[Saved data entries]

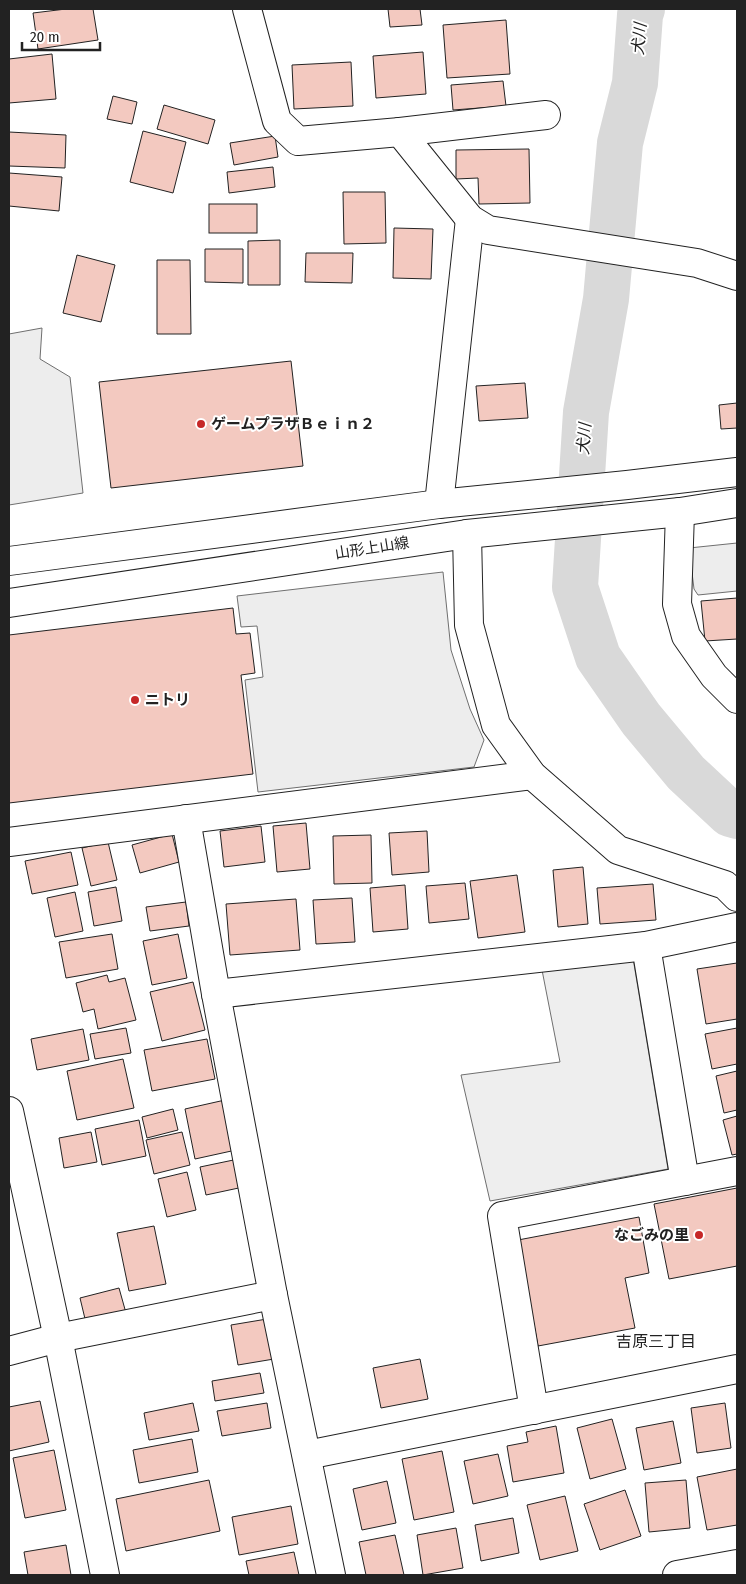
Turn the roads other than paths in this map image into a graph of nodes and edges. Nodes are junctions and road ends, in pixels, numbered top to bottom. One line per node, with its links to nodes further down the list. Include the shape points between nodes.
1 (247, 9): 3 (main road, via 277,121 298,141)
2 (546, 115): 3 (main road)
3 (400, 132): 4 (main road)
4 (470, 219): 5 (main road, via 488,230 697,263); 8 (main road)
5 (737, 276)
6 (737, 472): 8 (main road)
7 (737, 503): 9 (main road, 山形上山線)
8 (439, 504): 11 (main road)
9 (680, 512): 10 (main road, 山形上山線); 13 (main road, via 677,604 686,636 714,676)
10 (467, 534): 12 (main road, 山形上山線); 14 (main road, via 469,625 496,725)
11 (9, 561)
12 (9, 603)
13 (737, 699)
14 (532, 775): 15 (main road); 17 (main road, via 618,850 725,885)
15 (186, 819): 16 (main road); 20 (main road)
16 (9, 842)
17 (737, 897)
18 (737, 927): 19 (main road)
19 (646, 946): 20 (main road); 23 (main road)
20 (216, 994): 24 (main road)
21 (9, 1111): 25 (main road)
22 (737, 1171): 23 (main road)
23 (684, 1181): 28 (main road, via 502,1216)
24 (273, 1295): 25 (main road); 29 (main road)
25 (58, 1338): 26 (main road); 31 (main road)
26 (9, 1351)
27 (737, 1369): 28 (main road)
28 (534, 1410): 29 (main road)
29 (307, 1455): 32 (main road)
30 (737, 1564): 33 (main road)
31 (105, 1575)
32 (331, 1575)
33 (677, 1575)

# INSTRUCTIONS TO FOLLOW:
In your answer, print the entries above exactly, with the pictures left out.

# COMPLETED EXERCISE:
Turn the roads other than paths in this map image into a graph of nodes and edges. Nodes are junctions and road ends, in pixels, numbered top to bottom. One line per node, with its links to nodes further down the list. Include the shape points between nodes.
1 (247, 9): 3 (main road, via 277,121 298,141)
2 (546, 115): 3 (main road)
3 (400, 132): 4 (main road)
4 (470, 219): 5 (main road, via 488,230 697,263); 8 (main road)
5 (737, 276)
6 (737, 472): 8 (main road)
7 (737, 503): 9 (main road, 山形上山線)
8 (439, 504): 11 (main road)
9 (680, 512): 10 (main road, 山形上山線); 13 (main road, via 677,604 686,636 714,676)
10 (467, 534): 12 (main road, 山形上山線); 14 (main road, via 469,625 496,725)
11 (9, 561)
12 (9, 603)
13 (737, 699)
14 (532, 775): 15 (main road); 17 (main road, via 618,850 725,885)
15 (186, 819): 16 (main road); 20 (main road)
16 (9, 842)
17 (737, 897)
18 (737, 927): 19 (main road)
19 (646, 946): 20 (main road); 23 (main road)
20 (216, 994): 24 (main road)
21 (9, 1111): 25 (main road)
22 (737, 1171): 23 (main road)
23 (684, 1181): 28 (main road, via 502,1216)
24 (273, 1295): 25 (main road); 29 (main road)
25 (58, 1338): 26 (main road); 31 (main road)
26 (9, 1351)
27 (737, 1369): 28 (main road)
28 (534, 1410): 29 (main road)
29 (307, 1455): 32 (main road)
30 (737, 1564): 33 (main road)
31 (105, 1575)
32 (331, 1575)
33 (677, 1575)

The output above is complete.